By: Cami Ostman M.S. | June 20, 2012
"Anything worth doing is worth doing badly." — G. K. Chesterton
"One of my favorite quotes is from G. K. Chesterton, a Christian philosopher who argued that most of what must be done to make the world go 'round is done by the average Joe who does not do it perfectly — or sometimes even well.
For reasons that may be obvious to those who know me, I love this sentiment. Like many of you, I exited my childhood as a perfectionist, afraid of making mistakes and determined to do everything I undertook as flawlessly as I could. I approached college with a soul-killing effort that left me exhausted, albeit graduating with honors. And in my first marriage, I was guided by religious ideas about gender roles that sucked me (and I daresay my ex-husband) dry after a decade.
It was an unlikely teacher — the marathon — that taught me, once and for all, to dispense with perfectionism. You see, I don't come from a family of athletes. In my family, aunts, uncles, parents, grandparents — all have eschewed regular exercise. Even in my own generation (brothers and cousins), there are very few who played soccer or softball. We just aren't an athletic clan. But in my first year at community college, I took a dance aerobics class and learned that I enjoyed moving my body. For years, I happily kept up a moderate routine of exercise. And then in my mid-thirties, a friend of mine challenged me to train for a marathon.
I took the challenge and quickly discovered that my body was not built for running. I slogged along on my training runs, barely managing the effort it took to build up my miles. Even now, after nearly a decade of marathoning, I'm no faster than I was when I trained for my first 26.2 race.
Unlike in my education, pure will and effort have not made me better at running.

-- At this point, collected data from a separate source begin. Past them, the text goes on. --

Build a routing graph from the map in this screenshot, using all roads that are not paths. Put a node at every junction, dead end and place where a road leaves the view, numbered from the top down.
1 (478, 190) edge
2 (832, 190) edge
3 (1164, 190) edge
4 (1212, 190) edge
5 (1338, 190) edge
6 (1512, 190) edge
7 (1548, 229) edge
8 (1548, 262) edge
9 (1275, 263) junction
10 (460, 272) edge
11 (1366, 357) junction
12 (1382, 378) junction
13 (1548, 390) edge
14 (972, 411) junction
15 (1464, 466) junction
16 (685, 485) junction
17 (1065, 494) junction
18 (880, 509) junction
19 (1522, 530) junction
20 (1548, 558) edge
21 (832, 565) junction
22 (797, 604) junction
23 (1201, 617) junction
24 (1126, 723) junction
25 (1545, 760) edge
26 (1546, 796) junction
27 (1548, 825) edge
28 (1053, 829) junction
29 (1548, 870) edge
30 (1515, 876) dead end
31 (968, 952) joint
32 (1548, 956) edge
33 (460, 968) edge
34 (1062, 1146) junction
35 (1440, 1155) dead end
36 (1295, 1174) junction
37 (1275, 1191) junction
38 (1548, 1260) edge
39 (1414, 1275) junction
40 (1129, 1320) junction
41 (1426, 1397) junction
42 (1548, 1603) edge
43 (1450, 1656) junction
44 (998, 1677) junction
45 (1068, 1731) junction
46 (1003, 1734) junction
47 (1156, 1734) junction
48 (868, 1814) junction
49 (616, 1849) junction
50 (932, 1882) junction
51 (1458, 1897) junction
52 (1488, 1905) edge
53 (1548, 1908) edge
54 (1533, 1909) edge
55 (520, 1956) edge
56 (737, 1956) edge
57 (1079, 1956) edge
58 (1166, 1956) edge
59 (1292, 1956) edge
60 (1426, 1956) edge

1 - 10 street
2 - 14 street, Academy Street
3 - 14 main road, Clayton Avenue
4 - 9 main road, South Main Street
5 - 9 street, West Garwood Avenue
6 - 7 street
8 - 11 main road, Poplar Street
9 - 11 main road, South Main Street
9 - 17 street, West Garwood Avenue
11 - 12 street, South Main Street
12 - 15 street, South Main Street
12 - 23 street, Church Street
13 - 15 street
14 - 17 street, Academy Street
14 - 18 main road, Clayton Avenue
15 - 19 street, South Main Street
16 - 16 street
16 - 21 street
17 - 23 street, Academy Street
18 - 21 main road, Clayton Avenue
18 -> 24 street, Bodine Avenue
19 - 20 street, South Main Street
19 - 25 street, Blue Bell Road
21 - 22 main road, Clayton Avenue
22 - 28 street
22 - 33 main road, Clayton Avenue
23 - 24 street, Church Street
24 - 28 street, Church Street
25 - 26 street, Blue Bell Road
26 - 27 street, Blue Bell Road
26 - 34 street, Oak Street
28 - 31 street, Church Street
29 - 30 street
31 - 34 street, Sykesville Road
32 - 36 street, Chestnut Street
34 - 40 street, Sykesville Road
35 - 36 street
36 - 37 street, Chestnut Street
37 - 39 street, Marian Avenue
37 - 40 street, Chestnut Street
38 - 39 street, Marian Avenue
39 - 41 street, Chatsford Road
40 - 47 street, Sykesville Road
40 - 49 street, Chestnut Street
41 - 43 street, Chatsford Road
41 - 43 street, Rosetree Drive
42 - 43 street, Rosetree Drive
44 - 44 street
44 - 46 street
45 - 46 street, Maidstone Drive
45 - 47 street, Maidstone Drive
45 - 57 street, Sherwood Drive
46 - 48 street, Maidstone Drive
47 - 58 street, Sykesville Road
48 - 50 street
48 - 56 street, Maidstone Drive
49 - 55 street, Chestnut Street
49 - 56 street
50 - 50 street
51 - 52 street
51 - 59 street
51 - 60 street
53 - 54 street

I do not run because I'm good at it. I run because of what I get out of it. I get exercise, yes, but I also get time to meditate, a way to challenge myself, a clear, deep breath during stressful times, and a regular reminder that perfection is overrated.
In this life, we sometimes do what we do because we do it well. Other times we partake in an activity or engage in a task because it is worth doing. None of us is perfect at marriage, parenting, work, friendship, or any number of other things we value. Some days, if we are honest, we will admit that we aren't even good at whatever we're doing. Does that mean we close up shop and quit?
I daresay most of us live with the paradox of working toward “excellence” while making do with "good enough." Perfectionism, that pesky drive to meet some pinnacle of an outwardly defined ideal, is a mean task-master. For those it does not drive into flurries of striving, it often paralyzes."